* **Task item**:
Give the data again in full, exactly as written below.

+++ Data shown +++

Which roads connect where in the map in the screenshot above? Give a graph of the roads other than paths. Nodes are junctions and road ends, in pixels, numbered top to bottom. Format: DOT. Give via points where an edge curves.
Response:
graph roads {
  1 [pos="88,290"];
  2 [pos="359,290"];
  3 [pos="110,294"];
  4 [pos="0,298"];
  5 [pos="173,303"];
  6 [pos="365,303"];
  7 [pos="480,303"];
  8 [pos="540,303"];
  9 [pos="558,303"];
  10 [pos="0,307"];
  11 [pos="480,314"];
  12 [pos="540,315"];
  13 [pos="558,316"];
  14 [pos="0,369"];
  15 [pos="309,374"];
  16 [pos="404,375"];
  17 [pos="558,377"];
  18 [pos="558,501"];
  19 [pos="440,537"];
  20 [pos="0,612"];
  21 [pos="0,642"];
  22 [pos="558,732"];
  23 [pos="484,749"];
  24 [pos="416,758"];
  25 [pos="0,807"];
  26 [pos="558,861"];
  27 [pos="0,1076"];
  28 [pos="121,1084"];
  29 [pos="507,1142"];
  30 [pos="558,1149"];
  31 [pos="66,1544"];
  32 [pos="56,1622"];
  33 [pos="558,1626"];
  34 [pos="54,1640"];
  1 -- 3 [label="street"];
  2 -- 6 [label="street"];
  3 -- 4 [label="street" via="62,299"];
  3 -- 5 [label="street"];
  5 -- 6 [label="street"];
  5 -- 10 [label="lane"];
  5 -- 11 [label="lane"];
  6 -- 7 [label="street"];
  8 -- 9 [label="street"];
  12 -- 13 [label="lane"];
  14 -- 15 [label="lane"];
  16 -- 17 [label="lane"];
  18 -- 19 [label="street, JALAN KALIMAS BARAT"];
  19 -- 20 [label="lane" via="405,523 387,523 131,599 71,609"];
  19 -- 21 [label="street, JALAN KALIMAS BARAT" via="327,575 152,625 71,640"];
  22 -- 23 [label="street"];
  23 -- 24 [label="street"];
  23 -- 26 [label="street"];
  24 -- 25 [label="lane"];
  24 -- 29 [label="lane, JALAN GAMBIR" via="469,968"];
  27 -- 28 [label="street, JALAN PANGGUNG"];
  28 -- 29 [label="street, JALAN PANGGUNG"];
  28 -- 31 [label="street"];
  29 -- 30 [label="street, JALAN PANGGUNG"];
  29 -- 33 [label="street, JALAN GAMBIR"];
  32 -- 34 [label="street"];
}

+++

* **Task answer**:
Which roads connect where in the map in the screenshot above? Give a graph of the roads other than paths. Nodes are junctions and road ends, in pixels, numbered top to bottom. Format: DOT. Give via points where an edge curves.
Response:
graph roads {
  1 [pos="88,290"];
  2 [pos="359,290"];
  3 [pos="110,294"];
  4 [pos="0,298"];
  5 [pos="173,303"];
  6 [pos="365,303"];
  7 [pos="480,303"];
  8 [pos="540,303"];
  9 [pos="558,303"];
  10 [pos="0,307"];
  11 [pos="480,314"];
  12 [pos="540,315"];
  13 [pos="558,316"];
  14 [pos="0,369"];
  15 [pos="309,374"];
  16 [pos="404,375"];
  17 [pos="558,377"];
  18 [pos="558,501"];
  19 [pos="440,537"];
  20 [pos="0,612"];
  21 [pos="0,642"];
  22 [pos="558,732"];
  23 [pos="484,749"];
  24 [pos="416,758"];
  25 [pos="0,807"];
  26 [pos="558,861"];
  27 [pos="0,1076"];
  28 [pos="121,1084"];
  29 [pos="507,1142"];
  30 [pos="558,1149"];
  31 [pos="66,1544"];
  32 [pos="56,1622"];
  33 [pos="558,1626"];
  34 [pos="54,1640"];
  1 -- 3 [label="street"];
  2 -- 6 [label="street"];
  3 -- 4 [label="street" via="62,299"];
  3 -- 5 [label="street"];
  5 -- 6 [label="street"];
  5 -- 10 [label="lane"];
  5 -- 11 [label="lane"];
  6 -- 7 [label="street"];
  8 -- 9 [label="street"];
  12 -- 13 [label="lane"];
  14 -- 15 [label="lane"];
  16 -- 17 [label="lane"];
  18 -- 19 [label="street, JALAN KALIMAS BARAT"];
  19 -- 20 [label="lane" via="405,523 387,523 131,599 71,609"];
  19 -- 21 [label="street, JALAN KALIMAS BARAT" via="327,575 152,625 71,640"];
  22 -- 23 [label="street"];
  23 -- 24 [label="street"];
  23 -- 26 [label="street"];
  24 -- 25 [label="lane"];
  24 -- 29 [label="lane, JALAN GAMBIR" via="469,968"];
  27 -- 28 [label="street, JALAN PANGGUNG"];
  28 -- 29 [label="street, JALAN PANGGUNG"];
  28 -- 31 [label="street"];
  29 -- 30 [label="street, JALAN PANGGUNG"];
  29 -- 33 [label="street, JALAN GAMBIR"];
  32 -- 34 [label="street"];
}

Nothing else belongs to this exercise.